• [Material shown]
Content starts
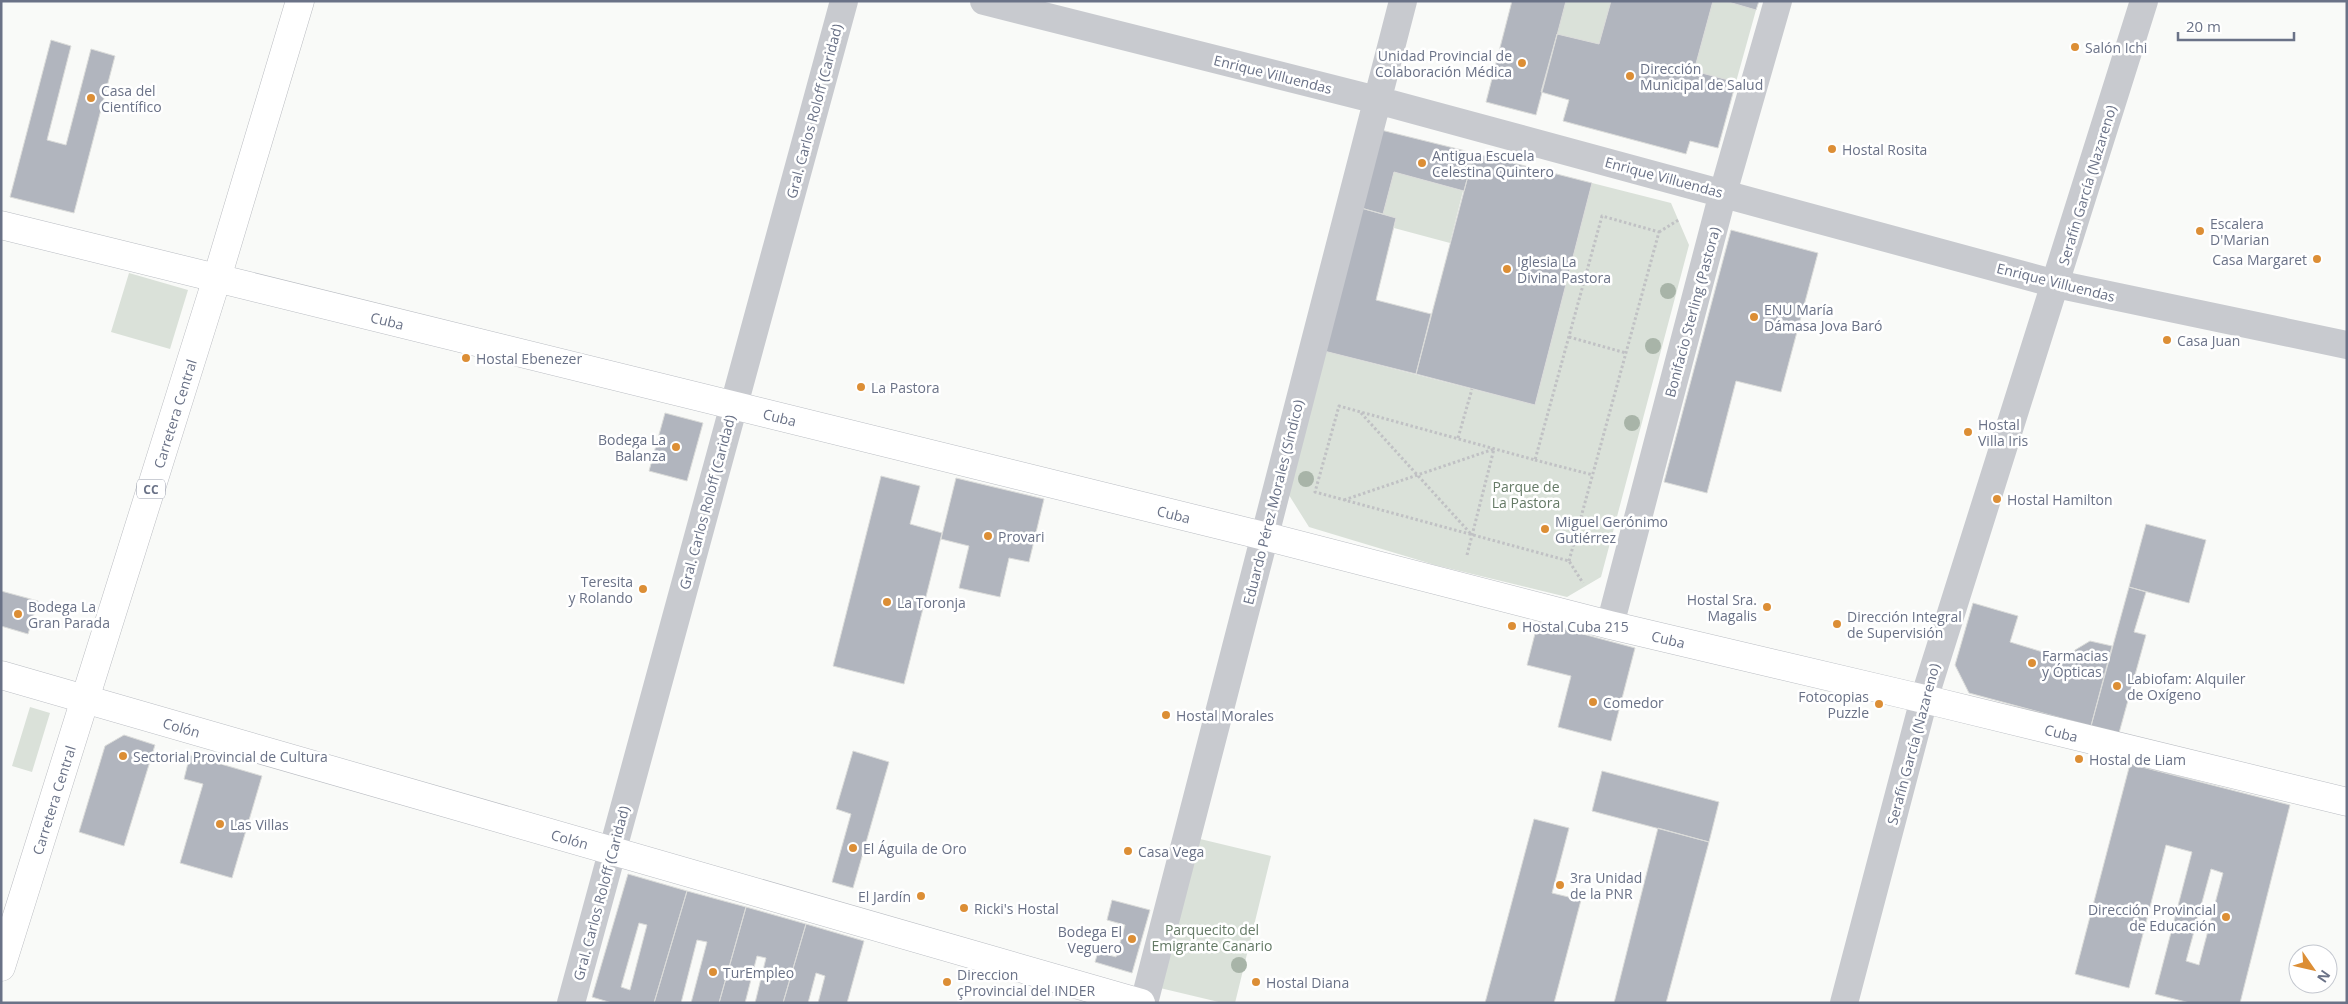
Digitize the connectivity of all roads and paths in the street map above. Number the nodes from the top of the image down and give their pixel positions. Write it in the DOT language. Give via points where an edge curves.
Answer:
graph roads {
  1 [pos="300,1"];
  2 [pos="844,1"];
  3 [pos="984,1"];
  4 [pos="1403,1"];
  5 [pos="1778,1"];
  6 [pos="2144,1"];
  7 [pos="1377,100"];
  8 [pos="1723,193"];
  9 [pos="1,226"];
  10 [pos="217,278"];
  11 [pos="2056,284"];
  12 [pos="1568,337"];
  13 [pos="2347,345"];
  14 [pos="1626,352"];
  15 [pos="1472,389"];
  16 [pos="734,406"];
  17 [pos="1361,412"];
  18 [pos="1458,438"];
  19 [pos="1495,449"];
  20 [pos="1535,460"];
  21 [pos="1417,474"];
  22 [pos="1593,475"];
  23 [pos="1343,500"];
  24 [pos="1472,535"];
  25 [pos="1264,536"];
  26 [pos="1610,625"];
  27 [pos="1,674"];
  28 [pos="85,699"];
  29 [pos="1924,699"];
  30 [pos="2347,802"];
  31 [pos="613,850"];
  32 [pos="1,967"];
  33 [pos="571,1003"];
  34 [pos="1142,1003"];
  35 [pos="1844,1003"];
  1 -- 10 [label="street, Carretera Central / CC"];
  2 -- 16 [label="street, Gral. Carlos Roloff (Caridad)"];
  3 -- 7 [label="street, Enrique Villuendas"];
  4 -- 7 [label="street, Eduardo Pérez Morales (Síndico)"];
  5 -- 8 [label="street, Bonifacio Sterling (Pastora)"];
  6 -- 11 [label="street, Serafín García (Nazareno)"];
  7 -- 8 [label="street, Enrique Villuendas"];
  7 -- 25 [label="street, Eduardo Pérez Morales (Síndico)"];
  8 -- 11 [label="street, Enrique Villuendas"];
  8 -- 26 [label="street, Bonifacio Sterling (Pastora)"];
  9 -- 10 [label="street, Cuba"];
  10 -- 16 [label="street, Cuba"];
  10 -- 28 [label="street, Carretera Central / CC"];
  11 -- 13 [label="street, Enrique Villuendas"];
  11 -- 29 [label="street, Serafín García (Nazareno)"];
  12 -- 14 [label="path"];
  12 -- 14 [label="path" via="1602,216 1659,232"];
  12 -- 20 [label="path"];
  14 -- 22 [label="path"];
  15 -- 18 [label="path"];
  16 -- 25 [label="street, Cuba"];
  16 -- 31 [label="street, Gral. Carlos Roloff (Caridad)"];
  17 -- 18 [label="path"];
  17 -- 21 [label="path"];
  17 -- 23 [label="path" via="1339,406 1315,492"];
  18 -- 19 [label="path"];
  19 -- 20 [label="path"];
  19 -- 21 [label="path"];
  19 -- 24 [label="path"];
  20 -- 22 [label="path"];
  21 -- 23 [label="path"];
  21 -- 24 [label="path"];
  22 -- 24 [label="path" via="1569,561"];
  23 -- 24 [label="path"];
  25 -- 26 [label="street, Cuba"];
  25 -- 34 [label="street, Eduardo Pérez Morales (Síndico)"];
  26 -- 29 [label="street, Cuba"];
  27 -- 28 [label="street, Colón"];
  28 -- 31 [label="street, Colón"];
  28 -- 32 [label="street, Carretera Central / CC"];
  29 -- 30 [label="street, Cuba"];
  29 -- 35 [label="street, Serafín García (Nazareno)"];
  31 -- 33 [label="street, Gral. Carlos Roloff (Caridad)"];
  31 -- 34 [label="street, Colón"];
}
Content ends
Content starts
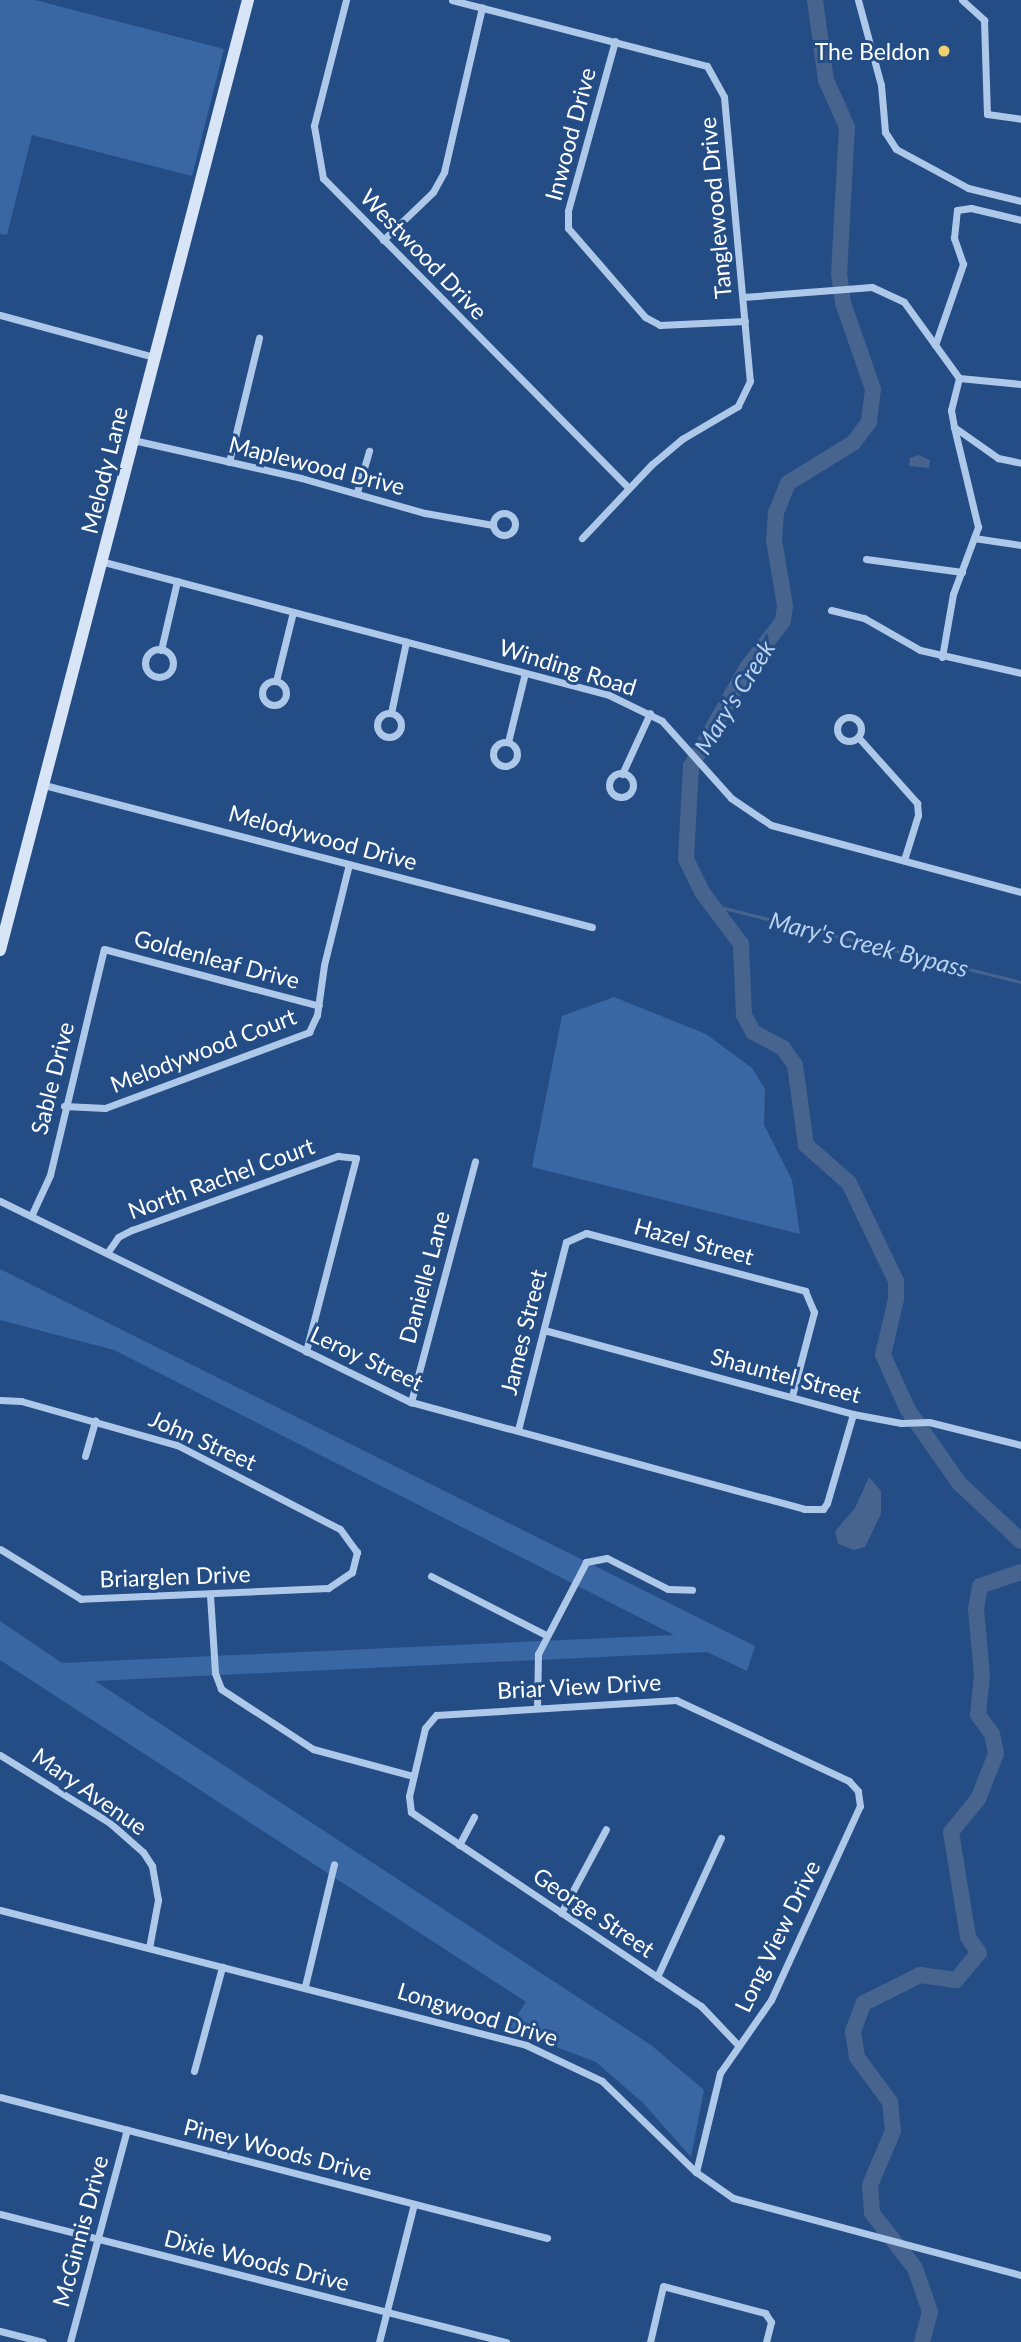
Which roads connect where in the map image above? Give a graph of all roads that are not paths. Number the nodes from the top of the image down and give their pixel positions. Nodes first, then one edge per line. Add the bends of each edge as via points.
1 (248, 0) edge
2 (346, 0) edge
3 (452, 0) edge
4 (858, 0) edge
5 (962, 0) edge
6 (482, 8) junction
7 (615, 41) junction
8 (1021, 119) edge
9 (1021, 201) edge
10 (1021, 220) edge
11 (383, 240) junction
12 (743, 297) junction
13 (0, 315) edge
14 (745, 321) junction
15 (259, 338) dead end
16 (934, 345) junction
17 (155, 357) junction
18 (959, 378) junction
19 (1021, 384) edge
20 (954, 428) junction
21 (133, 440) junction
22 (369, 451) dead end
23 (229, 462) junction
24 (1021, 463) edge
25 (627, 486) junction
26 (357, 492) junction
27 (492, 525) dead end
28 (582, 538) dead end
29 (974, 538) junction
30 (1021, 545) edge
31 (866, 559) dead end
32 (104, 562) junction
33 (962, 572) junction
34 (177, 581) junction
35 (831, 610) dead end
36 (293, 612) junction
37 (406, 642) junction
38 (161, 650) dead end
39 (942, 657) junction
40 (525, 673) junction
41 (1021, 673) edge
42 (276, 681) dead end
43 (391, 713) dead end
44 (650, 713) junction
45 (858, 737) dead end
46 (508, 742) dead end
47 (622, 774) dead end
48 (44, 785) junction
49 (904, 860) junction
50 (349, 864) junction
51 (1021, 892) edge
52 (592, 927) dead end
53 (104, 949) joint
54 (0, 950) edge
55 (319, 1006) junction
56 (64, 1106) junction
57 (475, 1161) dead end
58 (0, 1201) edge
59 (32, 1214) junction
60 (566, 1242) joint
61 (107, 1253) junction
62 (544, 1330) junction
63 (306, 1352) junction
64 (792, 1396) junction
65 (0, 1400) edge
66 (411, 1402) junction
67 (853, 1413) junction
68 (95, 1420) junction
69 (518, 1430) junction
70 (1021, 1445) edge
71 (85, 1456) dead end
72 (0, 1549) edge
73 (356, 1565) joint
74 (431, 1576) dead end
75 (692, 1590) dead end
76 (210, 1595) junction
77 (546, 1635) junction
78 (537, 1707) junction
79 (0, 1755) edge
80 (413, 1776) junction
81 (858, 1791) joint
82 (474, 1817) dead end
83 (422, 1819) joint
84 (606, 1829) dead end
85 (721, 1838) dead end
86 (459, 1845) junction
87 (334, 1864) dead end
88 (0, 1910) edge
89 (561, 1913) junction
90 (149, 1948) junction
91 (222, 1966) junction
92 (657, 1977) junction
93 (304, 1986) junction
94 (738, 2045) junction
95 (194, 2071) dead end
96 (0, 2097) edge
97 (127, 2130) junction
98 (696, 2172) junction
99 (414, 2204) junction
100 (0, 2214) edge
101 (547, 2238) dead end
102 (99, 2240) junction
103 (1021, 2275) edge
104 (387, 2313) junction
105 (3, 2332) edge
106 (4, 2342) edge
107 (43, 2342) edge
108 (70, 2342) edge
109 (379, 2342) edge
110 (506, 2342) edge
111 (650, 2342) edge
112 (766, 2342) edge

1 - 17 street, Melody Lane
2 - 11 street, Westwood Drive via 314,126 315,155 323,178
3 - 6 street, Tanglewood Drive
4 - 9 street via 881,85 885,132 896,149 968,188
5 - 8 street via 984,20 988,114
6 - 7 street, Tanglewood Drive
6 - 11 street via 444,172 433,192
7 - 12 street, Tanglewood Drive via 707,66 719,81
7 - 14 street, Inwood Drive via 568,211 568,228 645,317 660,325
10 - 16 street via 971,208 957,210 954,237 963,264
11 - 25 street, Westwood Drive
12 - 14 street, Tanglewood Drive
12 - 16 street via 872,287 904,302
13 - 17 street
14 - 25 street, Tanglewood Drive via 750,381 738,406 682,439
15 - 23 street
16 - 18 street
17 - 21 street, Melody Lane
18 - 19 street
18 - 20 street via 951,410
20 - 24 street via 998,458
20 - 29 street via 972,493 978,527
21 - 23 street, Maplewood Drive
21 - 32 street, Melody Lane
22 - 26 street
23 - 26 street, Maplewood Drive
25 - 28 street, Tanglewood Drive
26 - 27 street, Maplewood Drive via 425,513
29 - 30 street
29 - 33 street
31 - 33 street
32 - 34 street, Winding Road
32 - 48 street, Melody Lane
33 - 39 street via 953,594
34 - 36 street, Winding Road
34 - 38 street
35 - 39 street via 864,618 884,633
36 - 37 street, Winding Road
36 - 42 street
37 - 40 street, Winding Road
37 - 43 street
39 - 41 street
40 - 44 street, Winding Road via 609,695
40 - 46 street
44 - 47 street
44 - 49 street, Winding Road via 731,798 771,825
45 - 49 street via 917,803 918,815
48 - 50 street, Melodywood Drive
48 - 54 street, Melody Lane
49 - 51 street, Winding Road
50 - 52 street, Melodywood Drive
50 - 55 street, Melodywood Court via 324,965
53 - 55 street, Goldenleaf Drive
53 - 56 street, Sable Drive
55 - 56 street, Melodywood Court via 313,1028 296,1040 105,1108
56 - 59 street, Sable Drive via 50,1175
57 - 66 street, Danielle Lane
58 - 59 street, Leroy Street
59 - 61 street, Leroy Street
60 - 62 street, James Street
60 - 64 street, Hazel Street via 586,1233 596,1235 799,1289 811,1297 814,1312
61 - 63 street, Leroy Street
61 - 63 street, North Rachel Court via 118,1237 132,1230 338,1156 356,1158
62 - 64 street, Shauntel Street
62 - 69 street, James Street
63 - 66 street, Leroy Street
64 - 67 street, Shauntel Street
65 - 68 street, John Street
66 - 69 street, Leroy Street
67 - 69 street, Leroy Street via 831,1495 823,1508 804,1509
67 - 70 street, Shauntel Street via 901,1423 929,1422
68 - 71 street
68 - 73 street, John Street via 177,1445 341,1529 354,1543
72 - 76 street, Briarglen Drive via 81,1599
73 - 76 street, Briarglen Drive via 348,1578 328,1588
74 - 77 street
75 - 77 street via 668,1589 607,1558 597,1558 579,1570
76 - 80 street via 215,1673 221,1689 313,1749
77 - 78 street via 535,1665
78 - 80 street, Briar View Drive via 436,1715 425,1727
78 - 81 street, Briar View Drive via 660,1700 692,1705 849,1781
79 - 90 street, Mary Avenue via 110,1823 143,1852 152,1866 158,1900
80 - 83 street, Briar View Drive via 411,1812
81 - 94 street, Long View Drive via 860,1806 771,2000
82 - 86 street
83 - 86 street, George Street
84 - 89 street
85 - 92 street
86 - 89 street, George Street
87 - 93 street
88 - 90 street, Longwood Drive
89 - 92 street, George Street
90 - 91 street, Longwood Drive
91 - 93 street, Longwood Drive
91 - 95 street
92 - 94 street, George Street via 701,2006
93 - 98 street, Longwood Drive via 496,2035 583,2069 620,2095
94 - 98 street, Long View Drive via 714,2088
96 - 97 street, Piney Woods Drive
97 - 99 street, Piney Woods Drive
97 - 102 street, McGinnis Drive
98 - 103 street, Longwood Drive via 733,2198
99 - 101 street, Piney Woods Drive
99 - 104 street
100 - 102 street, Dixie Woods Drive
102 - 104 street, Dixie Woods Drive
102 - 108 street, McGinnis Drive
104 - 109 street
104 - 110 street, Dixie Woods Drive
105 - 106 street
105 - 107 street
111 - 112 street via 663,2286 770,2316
Content ends
• [About this task] From the records above, pull out each line that has "Tanglewood".

• [Answer area]
3 - 6 street, Tanglewood Drive
6 - 7 street, Tanglewood Drive
7 - 12 street, Tanglewood Drive via 707,66 719,81
12 - 14 street, Tanglewood Drive
14 - 25 street, Tanglewood Drive via 750,381 738,406 682,439
25 - 28 street, Tanglewood Drive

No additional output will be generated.